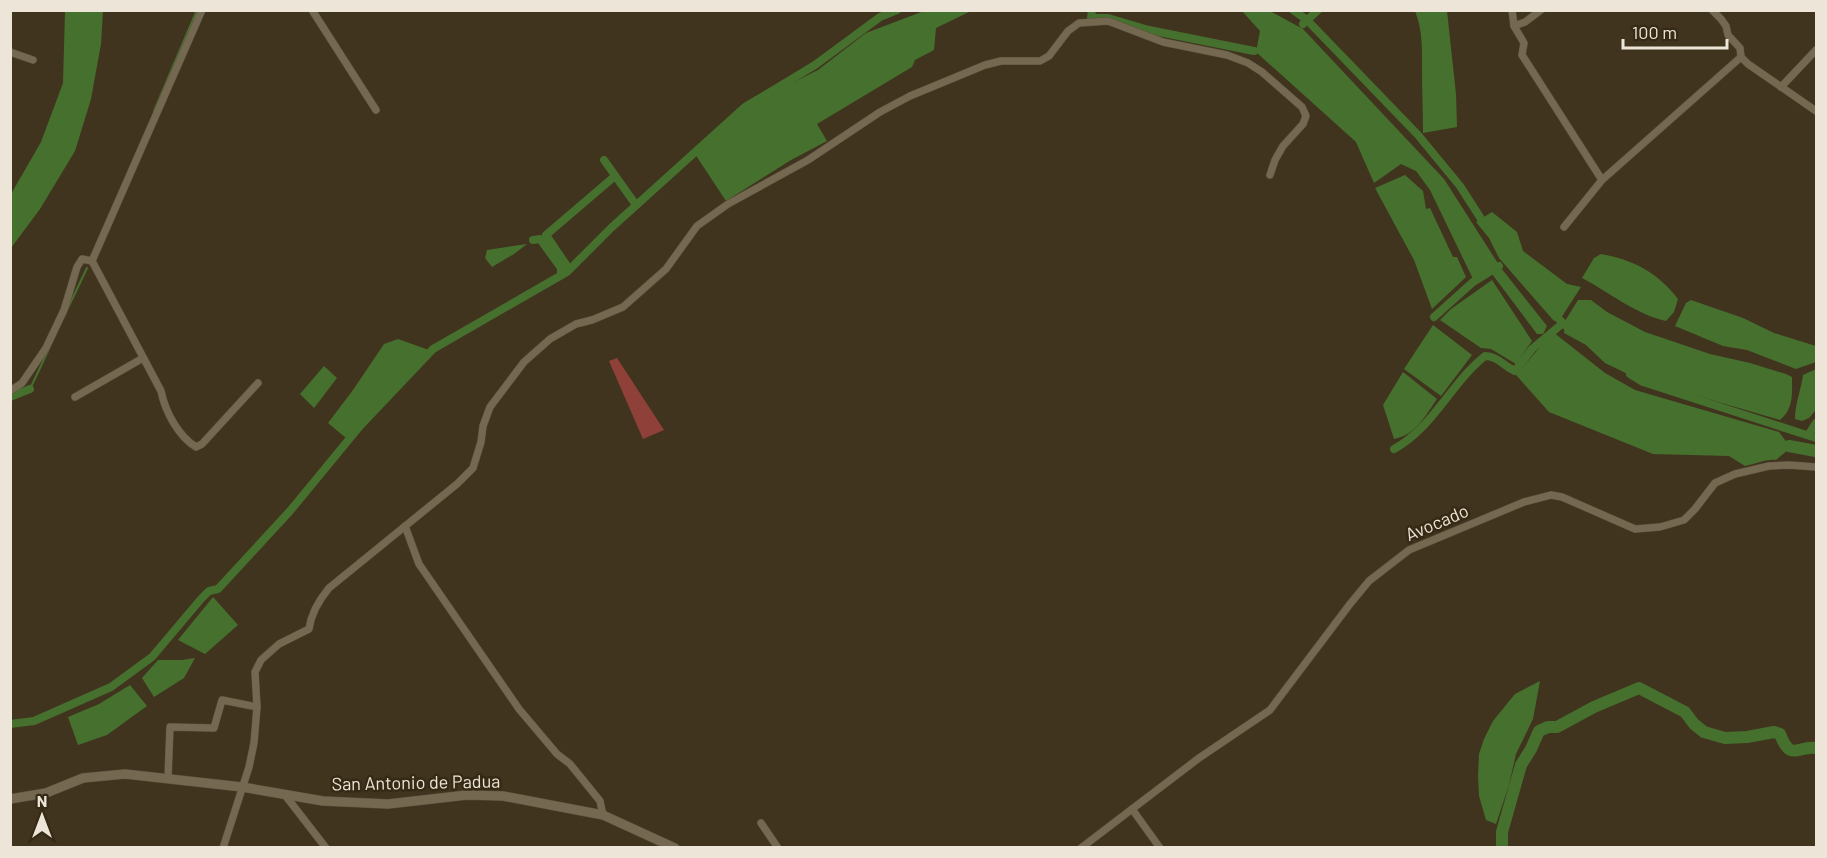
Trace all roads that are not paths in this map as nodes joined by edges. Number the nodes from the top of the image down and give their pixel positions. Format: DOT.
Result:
graph roads {
  1 [pos="202,10"];
  2 [pos="312,10"];
  3 [pos="1512,10"];
  4 [pos="1541,10"];
  5 [pos="1712,10"];
  6 [pos="1514,26"];
  7 [pos="1816,50"];
  8 [pos="10,52"];
  9 [pos="1741,57"];
  10 [pos="33,60"];
  11 [pos="1781,87"];
  12 [pos="376,110"];
  13 [pos="1816,111"];
  14 [pos="1270,175"];
  15 [pos="1602,180"];
  16 [pos="1564,226"];
  17 [pos="92,261"];
  18 [pos="143,358"];
  19 [pos="258,383"];
  20 [pos="10,391"];
  21 [pos="75,397"];
  22 [pos="1816,467"];
  23 [pos="405,526"];
  24 [pos="257,707"];
  25 [pos="168,778"];
  26 [pos="242,787"];
  27 [pos="285,795"];
  28 [pos="10,799"];
  29 [pos="1132,809"];
  30 [pos="603,815"];
  31 [pos="761,823"];
  32 [pos="223,848"];
  33 [pos="326,848"];
  34 [pos="675,848"];
  35 [pos="778,848"];
  36 [pos="1081,848"];
  37 [pos="1160,848"];
  1 -- 17 [label="street"];
  2 -- 12 [label="street"];
  3 -- 6 [label="street"];
  4 -- 6 [label="street"];
  5 -- 9 [label="street"];
  6 -- 15 [label="street"];
  7 -- 11 [label="street"];
  8 -- 10 [label="street"];
  9 -- 11 [label="street"];
  9 -- 15 [label="street"];
  11 -- 13 [label="street"];
  14 -- 23 [label="street"];
  15 -- 16 [label="street"];
  17 -- 18 [label="street"];
  17 -- 20 [label="street"];
  18 -- 19 [label="street"];
  18 -- 21 [label="street"];
  22 -- 29 [label="street, Avocado"];
  23 -- 24 [label="street"];
  23 -- 30 [label="street"];
  24 -- 25 [label="street"];
  24 -- 26 [label="street"];
  25 -- 26 [label="street, San Antonio de Padua"];
  25 -- 28 [label="street, San Antonio de Padua"];
  26 -- 27 [label="street, San Antonio de Padua"];
  26 -- 32 [label="street"];
  27 -- 30 [label="street, San Antonio de Padua"];
  27 -- 33 [label="street"];
  29 -- 36 [label="street, Avocado"];
  29 -- 37 [label="street"];
  30 -- 34 [label="street, San Antonio de Padua"];
  31 -- 35 [label="street"];
}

§ **EXERCISE DESCRIPTION**
In the copy, every entry appears exactly as written above and no picture appears.

§ **RESULT OF THIS TASK**
Trace all roads that are not paths in this map as nodes joined by edges. Number the nodes from the top of the image down and give their pixel positions. Format: DOT.
Result:
graph roads {
  1 [pos="202,10"];
  2 [pos="312,10"];
  3 [pos="1512,10"];
  4 [pos="1541,10"];
  5 [pos="1712,10"];
  6 [pos="1514,26"];
  7 [pos="1816,50"];
  8 [pos="10,52"];
  9 [pos="1741,57"];
  10 [pos="33,60"];
  11 [pos="1781,87"];
  12 [pos="376,110"];
  13 [pos="1816,111"];
  14 [pos="1270,175"];
  15 [pos="1602,180"];
  16 [pos="1564,226"];
  17 [pos="92,261"];
  18 [pos="143,358"];
  19 [pos="258,383"];
  20 [pos="10,391"];
  21 [pos="75,397"];
  22 [pos="1816,467"];
  23 [pos="405,526"];
  24 [pos="257,707"];
  25 [pos="168,778"];
  26 [pos="242,787"];
  27 [pos="285,795"];
  28 [pos="10,799"];
  29 [pos="1132,809"];
  30 [pos="603,815"];
  31 [pos="761,823"];
  32 [pos="223,848"];
  33 [pos="326,848"];
  34 [pos="675,848"];
  35 [pos="778,848"];
  36 [pos="1081,848"];
  37 [pos="1160,848"];
  1 -- 17 [label="street"];
  2 -- 12 [label="street"];
  3 -- 6 [label="street"];
  4 -- 6 [label="street"];
  5 -- 9 [label="street"];
  6 -- 15 [label="street"];
  7 -- 11 [label="street"];
  8 -- 10 [label="street"];
  9 -- 11 [label="street"];
  9 -- 15 [label="street"];
  11 -- 13 [label="street"];
  14 -- 23 [label="street"];
  15 -- 16 [label="street"];
  17 -- 18 [label="street"];
  17 -- 20 [label="street"];
  18 -- 19 [label="street"];
  18 -- 21 [label="street"];
  22 -- 29 [label="street, Avocado"];
  23 -- 24 [label="street"];
  23 -- 30 [label="street"];
  24 -- 25 [label="street"];
  24 -- 26 [label="street"];
  25 -- 26 [label="street, San Antonio de Padua"];
  25 -- 28 [label="street, San Antonio de Padua"];
  26 -- 27 [label="street, San Antonio de Padua"];
  26 -- 32 [label="street"];
  27 -- 30 [label="street, San Antonio de Padua"];
  27 -- 33 [label="street"];
  29 -- 36 [label="street, Avocado"];
  29 -- 37 [label="street"];
  30 -- 34 [label="street, San Antonio de Padua"];
  31 -- 35 [label="street"];
}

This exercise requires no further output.